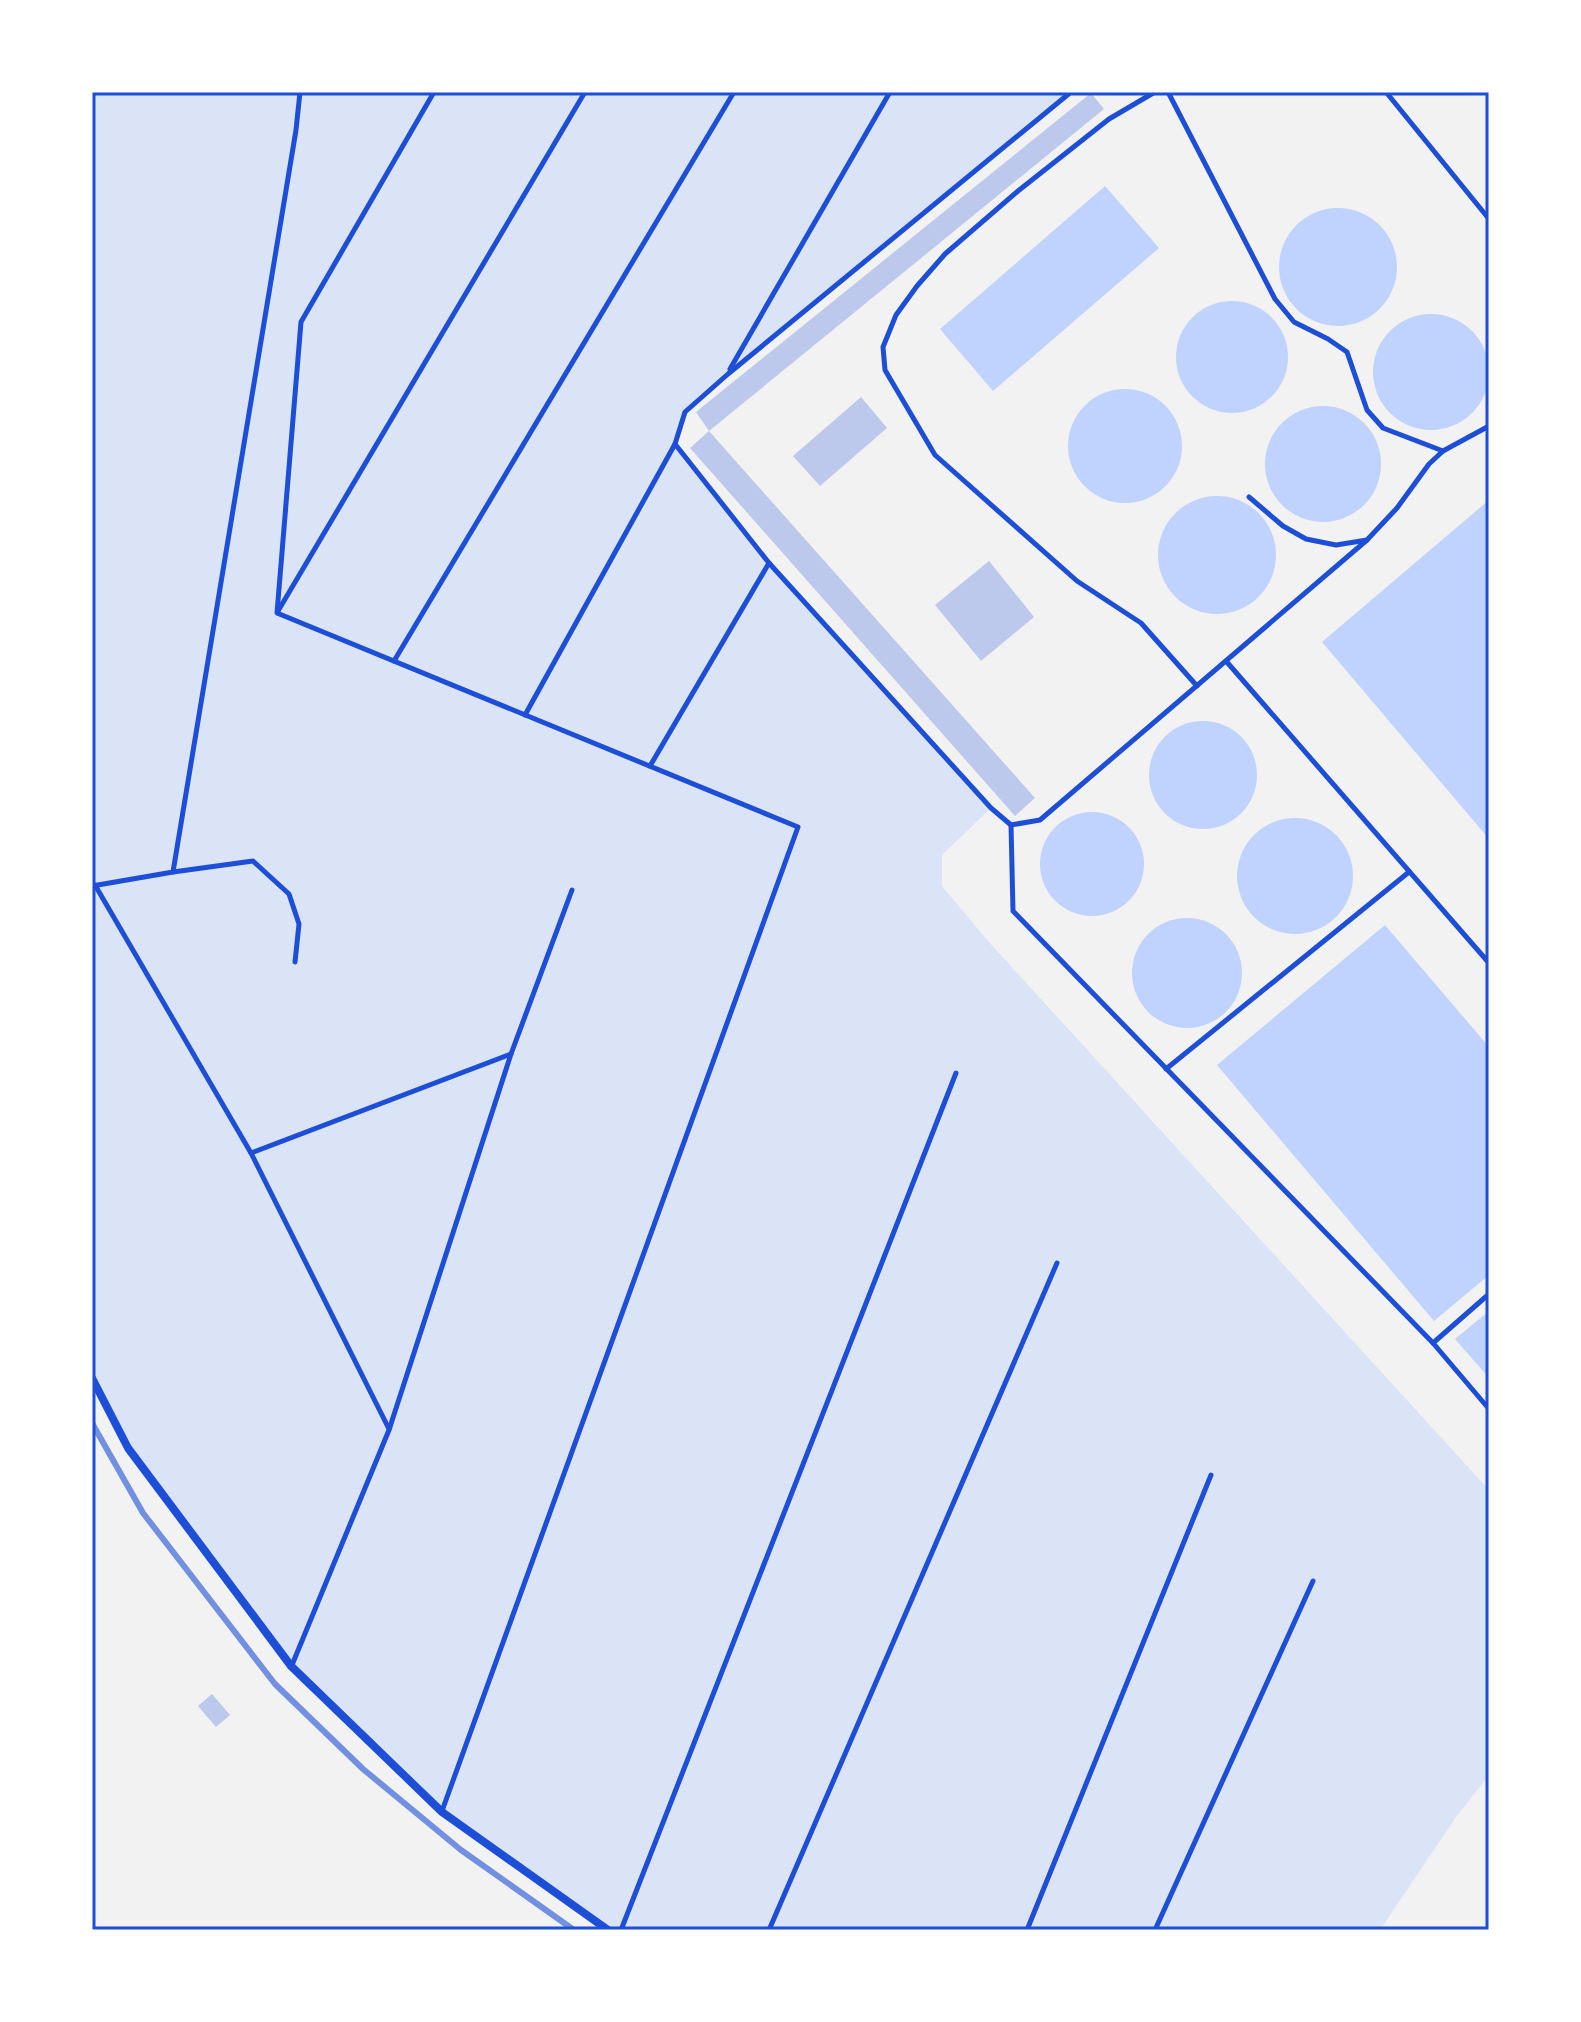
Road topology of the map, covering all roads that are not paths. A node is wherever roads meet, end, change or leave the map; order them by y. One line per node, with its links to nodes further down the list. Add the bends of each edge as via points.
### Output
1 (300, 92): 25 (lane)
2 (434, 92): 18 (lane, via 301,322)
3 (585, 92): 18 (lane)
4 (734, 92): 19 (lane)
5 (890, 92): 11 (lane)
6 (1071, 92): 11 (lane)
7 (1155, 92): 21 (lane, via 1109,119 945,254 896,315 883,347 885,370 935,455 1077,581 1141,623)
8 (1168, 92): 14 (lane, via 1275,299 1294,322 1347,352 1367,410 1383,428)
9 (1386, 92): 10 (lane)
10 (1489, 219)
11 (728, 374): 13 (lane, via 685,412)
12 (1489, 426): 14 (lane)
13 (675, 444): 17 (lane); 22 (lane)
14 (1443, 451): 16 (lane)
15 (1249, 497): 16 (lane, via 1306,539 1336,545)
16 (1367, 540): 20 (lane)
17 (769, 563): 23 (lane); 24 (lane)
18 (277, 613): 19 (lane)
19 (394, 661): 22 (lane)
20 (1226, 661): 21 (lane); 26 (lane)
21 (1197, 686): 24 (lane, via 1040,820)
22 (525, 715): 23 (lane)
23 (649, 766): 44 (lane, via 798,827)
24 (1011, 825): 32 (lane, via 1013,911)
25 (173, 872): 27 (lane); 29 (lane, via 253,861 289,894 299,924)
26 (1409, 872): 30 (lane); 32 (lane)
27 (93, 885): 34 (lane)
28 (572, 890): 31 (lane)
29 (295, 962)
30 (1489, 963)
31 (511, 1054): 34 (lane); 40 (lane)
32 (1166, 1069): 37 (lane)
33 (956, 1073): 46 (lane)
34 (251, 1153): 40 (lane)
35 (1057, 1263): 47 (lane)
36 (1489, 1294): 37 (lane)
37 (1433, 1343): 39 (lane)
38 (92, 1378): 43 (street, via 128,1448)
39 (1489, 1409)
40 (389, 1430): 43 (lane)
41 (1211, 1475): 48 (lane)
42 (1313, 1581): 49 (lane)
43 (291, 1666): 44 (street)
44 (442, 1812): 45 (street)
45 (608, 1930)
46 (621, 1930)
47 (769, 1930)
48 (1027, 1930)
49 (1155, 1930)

====

Problem requirements:
Skipping the pictures, transcribe each line above exactly as it appears.

Output:
Road topology of the map, covering all roads that are not paths. A node is wherever roads meet, end, change or leave the map; order them by y. One line per node, with its links to nodes further down the list. Add the bends of each edge as via points.
### Output
1 (300, 92): 25 (lane)
2 (434, 92): 18 (lane, via 301,322)
3 (585, 92): 18 (lane)
4 (734, 92): 19 (lane)
5 (890, 92): 11 (lane)
6 (1071, 92): 11 (lane)
7 (1155, 92): 21 (lane, via 1109,119 945,254 896,315 883,347 885,370 935,455 1077,581 1141,623)
8 (1168, 92): 14 (lane, via 1275,299 1294,322 1347,352 1367,410 1383,428)
9 (1386, 92): 10 (lane)
10 (1489, 219)
11 (728, 374): 13 (lane, via 685,412)
12 (1489, 426): 14 (lane)
13 (675, 444): 17 (lane); 22 (lane)
14 (1443, 451): 16 (lane)
15 (1249, 497): 16 (lane, via 1306,539 1336,545)
16 (1367, 540): 20 (lane)
17 (769, 563): 23 (lane); 24 (lane)
18 (277, 613): 19 (lane)
19 (394, 661): 22 (lane)
20 (1226, 661): 21 (lane); 26 (lane)
21 (1197, 686): 24 (lane, via 1040,820)
22 (525, 715): 23 (lane)
23 (649, 766): 44 (lane, via 798,827)
24 (1011, 825): 32 (lane, via 1013,911)
25 (173, 872): 27 (lane); 29 (lane, via 253,861 289,894 299,924)
26 (1409, 872): 30 (lane); 32 (lane)
27 (93, 885): 34 (lane)
28 (572, 890): 31 (lane)
29 (295, 962)
30 (1489, 963)
31 (511, 1054): 34 (lane); 40 (lane)
32 (1166, 1069): 37 (lane)
33 (956, 1073): 46 (lane)
34 (251, 1153): 40 (lane)
35 (1057, 1263): 47 (lane)
36 (1489, 1294): 37 (lane)
37 (1433, 1343): 39 (lane)
38 (92, 1378): 43 (street, via 128,1448)
39 (1489, 1409)
40 (389, 1430): 43 (lane)
41 (1211, 1475): 48 (lane)
42 (1313, 1581): 49 (lane)
43 (291, 1666): 44 (street)
44 (442, 1812): 45 (street)
45 (608, 1930)
46 (621, 1930)
47 (769, 1930)
48 (1027, 1930)
49 (1155, 1930)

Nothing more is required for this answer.